◆ **Exercise data**
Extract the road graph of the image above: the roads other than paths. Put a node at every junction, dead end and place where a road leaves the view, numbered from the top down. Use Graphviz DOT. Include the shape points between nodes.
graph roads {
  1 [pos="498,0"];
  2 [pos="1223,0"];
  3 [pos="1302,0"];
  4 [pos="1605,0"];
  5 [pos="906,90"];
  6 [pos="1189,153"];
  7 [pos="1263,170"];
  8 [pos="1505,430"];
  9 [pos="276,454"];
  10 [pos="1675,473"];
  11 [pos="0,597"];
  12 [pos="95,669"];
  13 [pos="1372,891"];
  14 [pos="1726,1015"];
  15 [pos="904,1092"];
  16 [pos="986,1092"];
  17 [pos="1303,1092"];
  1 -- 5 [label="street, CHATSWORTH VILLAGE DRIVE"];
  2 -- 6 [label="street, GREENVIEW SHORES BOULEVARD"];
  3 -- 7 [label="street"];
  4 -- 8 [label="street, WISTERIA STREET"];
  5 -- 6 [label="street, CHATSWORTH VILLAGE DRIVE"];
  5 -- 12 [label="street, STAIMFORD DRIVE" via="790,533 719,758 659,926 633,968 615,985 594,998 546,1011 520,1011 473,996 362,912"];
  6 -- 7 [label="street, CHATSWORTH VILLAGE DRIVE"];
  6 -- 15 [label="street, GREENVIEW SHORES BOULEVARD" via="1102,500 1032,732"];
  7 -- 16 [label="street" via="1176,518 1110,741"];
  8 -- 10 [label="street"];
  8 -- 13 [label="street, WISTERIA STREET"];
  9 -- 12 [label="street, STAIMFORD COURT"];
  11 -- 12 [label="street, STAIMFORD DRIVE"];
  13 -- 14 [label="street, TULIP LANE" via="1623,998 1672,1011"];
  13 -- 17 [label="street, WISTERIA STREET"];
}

◆ **Task to carry out**
Reproduce each line above exactly.

◆ **Task result**
Extract the road graph of the image above: the roads other than paths. Put a node at every junction, dead end and place where a road leaves the view, numbered from the top down. Use Graphviz DOT. Include the shape points between nodes.
graph roads {
  1 [pos="498,0"];
  2 [pos="1223,0"];
  3 [pos="1302,0"];
  4 [pos="1605,0"];
  5 [pos="906,90"];
  6 [pos="1189,153"];
  7 [pos="1263,170"];
  8 [pos="1505,430"];
  9 [pos="276,454"];
  10 [pos="1675,473"];
  11 [pos="0,597"];
  12 [pos="95,669"];
  13 [pos="1372,891"];
  14 [pos="1726,1015"];
  15 [pos="904,1092"];
  16 [pos="986,1092"];
  17 [pos="1303,1092"];
  1 -- 5 [label="street, CHATSWORTH VILLAGE DRIVE"];
  2 -- 6 [label="street, GREENVIEW SHORES BOULEVARD"];
  3 -- 7 [label="street"];
  4 -- 8 [label="street, WISTERIA STREET"];
  5 -- 6 [label="street, CHATSWORTH VILLAGE DRIVE"];
  5 -- 12 [label="street, STAIMFORD DRIVE" via="790,533 719,758 659,926 633,968 615,985 594,998 546,1011 520,1011 473,996 362,912"];
  6 -- 7 [label="street, CHATSWORTH VILLAGE DRIVE"];
  6 -- 15 [label="street, GREENVIEW SHORES BOULEVARD" via="1102,500 1032,732"];
  7 -- 16 [label="street" via="1176,518 1110,741"];
  8 -- 10 [label="street"];
  8 -- 13 [label="street, WISTERIA STREET"];
  9 -- 12 [label="street, STAIMFORD COURT"];
  11 -- 12 [label="street, STAIMFORD DRIVE"];
  13 -- 14 [label="street, TULIP LANE" via="1623,998 1672,1011"];
  13 -- 17 [label="street, WISTERIA STREET"];
}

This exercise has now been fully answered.